For this reason, we need to think of new ways to hold the companies providing the infrastructure accountable – and not just in aspirational language, but in law. Currently, in many countries, the application of human rights laws is limited to government bodies only (anti-discrimination and data protection laws are the primary exceptions of horizontal application). The same is true of international human rights law. This leaves private companies in the human rights gap. However, as I have detailed in my recent article, many voluntary “social and corporate responsibility” efforts by private tech companies have merely been “transparency washing” – performatively promoting transparency and respect for human rights while acting in ways that undermines both.
The problem of the human rights gap is even greater in Australia, which lacks a federal level human rights framework, and where even governments often remain unaccountable for public space surveillance. Australians thus need to demand change and accountability from governments, police and tech companies. We should not continue to rely on the “goodwill” of tech companies, when they promise to “respect’ our privacy and freedom of association. We need to demand hard legal obligations for private actors because of the significant role they play in increasing public space surveillance and infrastructure after 9/11. We need data protection and human rights laws that bind companies, to ensure that political movements and protests can flourish, that communities whose rights to peaceful assembly and association have been curtailed via data tracking and FRT technologies can access an effective remedy.
Conclusion
The High Court of Australia, Australia’s apex court, has emphasized the centrality of the right to protest to Australian democracy: besides casting their vote in elections, Australians have no other avenues through which to voice their political views. If the government and law enforcement can resort to surveillance tools, such as metadata tracking and FRT, without any restrictions or safeguards in place, the right of Australians to protest anonymously will be curtailed, and Australia’s political discourse will be stifled.
Before these technologies develop further and become more invasive, now is a good time to limit public surveillance infrastructure in Australia. We need laws limiting the use of such technologies in our public spaces, and we need hard legal obligations for those, who develop and supply law enforcement with them. The reforms could start with limiting police access to federal metadata regimes for the purposes of suppressing political protests or intervening with protestors. The reforms could continue with an explicit ban on the police use of FRT in public spaces in Australia. These proposed changes are not drastic. In fact, they are a modest first step in the long journey ahead to push back against escalating surveillance of the public sphere in Australia.

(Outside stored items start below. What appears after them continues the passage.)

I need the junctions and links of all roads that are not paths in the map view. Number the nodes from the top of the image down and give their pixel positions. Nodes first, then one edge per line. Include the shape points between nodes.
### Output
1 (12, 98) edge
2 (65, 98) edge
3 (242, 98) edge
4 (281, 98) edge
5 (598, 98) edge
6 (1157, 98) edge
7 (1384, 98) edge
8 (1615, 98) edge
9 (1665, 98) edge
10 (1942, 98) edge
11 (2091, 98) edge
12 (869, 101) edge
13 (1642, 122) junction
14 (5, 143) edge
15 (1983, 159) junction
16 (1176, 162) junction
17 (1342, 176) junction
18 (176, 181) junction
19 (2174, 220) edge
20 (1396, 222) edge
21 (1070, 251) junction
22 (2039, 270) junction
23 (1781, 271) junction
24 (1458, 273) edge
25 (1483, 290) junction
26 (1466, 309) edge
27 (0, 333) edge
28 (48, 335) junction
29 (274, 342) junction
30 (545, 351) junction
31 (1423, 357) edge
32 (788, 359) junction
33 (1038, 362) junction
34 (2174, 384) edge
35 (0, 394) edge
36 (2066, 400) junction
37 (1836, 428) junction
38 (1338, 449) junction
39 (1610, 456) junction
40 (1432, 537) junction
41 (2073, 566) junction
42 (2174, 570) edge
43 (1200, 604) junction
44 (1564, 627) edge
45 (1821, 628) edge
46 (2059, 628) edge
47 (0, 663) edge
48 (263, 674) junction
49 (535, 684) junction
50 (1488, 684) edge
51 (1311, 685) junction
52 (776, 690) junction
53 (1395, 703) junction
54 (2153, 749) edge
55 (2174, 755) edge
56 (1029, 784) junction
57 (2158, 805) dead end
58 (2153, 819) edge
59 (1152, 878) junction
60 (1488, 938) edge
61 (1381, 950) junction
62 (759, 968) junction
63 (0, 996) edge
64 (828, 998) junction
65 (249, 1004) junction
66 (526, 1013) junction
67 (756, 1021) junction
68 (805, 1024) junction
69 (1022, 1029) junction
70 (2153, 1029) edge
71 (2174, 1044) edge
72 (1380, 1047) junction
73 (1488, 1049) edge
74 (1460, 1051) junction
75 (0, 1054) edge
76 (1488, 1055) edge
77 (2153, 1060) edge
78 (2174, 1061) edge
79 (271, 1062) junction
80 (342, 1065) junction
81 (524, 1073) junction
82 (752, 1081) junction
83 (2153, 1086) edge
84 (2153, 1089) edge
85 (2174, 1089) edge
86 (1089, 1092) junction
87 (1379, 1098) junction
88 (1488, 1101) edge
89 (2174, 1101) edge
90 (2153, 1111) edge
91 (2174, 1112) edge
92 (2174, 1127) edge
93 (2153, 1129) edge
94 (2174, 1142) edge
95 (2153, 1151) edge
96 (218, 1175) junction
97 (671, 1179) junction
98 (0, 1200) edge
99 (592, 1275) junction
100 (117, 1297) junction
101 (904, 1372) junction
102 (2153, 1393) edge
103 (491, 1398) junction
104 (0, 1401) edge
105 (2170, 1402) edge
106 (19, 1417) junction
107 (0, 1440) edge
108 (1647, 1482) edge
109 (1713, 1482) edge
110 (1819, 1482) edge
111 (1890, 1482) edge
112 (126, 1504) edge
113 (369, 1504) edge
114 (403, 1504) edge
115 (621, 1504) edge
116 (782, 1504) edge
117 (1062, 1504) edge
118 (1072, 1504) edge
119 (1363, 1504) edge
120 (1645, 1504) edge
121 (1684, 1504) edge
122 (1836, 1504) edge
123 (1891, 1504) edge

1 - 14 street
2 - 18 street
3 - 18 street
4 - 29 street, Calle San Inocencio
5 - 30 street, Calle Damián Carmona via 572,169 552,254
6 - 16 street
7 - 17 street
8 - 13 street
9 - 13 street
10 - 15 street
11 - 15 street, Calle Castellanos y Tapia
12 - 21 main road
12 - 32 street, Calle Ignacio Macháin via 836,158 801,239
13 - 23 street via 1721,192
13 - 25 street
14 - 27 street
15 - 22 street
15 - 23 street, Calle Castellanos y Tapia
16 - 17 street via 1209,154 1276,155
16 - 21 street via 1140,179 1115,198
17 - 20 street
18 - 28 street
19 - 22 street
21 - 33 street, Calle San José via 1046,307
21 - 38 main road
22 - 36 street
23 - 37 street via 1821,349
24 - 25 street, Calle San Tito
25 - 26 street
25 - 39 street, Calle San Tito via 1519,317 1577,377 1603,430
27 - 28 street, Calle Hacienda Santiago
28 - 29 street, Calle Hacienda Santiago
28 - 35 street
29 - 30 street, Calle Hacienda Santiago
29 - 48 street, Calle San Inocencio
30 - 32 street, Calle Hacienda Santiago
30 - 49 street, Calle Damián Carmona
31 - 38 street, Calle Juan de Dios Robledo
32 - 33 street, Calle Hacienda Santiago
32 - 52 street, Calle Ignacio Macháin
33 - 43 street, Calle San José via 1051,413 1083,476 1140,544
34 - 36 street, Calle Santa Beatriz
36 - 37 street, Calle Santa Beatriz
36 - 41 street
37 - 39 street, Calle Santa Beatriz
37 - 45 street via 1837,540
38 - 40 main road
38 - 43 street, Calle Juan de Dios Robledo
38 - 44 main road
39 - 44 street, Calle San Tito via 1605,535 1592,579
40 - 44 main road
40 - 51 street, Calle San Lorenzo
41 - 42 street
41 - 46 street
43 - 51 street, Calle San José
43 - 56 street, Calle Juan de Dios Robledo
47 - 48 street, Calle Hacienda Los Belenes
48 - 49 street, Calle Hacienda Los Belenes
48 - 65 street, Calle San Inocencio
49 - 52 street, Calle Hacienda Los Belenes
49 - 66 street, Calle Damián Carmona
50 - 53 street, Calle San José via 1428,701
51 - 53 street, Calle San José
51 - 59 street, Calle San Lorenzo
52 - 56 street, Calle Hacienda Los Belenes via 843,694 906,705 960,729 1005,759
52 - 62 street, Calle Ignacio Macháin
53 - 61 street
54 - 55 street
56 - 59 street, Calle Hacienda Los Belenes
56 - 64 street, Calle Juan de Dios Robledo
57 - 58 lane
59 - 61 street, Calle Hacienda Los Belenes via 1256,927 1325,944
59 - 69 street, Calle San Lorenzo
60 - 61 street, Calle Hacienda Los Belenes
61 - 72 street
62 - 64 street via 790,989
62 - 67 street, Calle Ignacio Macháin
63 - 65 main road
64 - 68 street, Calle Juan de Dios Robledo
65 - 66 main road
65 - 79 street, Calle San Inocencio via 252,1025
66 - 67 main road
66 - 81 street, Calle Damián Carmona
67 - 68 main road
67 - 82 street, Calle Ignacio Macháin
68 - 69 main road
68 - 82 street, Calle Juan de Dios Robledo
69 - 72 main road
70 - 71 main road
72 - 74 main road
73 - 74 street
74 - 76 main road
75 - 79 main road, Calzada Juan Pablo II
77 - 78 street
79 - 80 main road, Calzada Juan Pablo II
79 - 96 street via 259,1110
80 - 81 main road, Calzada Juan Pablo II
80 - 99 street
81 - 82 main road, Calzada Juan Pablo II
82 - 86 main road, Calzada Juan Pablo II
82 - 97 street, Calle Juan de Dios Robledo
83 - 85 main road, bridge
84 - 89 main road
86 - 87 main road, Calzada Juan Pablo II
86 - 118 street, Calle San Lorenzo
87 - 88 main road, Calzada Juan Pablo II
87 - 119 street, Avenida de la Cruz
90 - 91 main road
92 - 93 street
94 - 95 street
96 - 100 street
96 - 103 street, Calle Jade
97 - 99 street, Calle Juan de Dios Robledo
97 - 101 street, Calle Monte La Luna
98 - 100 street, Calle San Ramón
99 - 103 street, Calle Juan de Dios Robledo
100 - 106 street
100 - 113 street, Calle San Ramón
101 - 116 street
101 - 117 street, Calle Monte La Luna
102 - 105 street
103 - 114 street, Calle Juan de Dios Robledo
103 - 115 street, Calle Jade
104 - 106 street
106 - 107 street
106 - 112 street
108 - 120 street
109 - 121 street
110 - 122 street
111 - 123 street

My work and research for this submission has been funded by the Research Council of Lithuania (LMTLT) (‘Government Use of Facial Recognition Technologies: Legal Challenges and Solutions’ (FaceAI), agreement number S-MIP-21-38); and Australian Research Council Discovery Early Career Research Award (‘Artificial Intelligence Decision-Making, Privacy and Discrimination Laws’, project number DE210101183). I would like to thank Emily Hunyor for research assistance.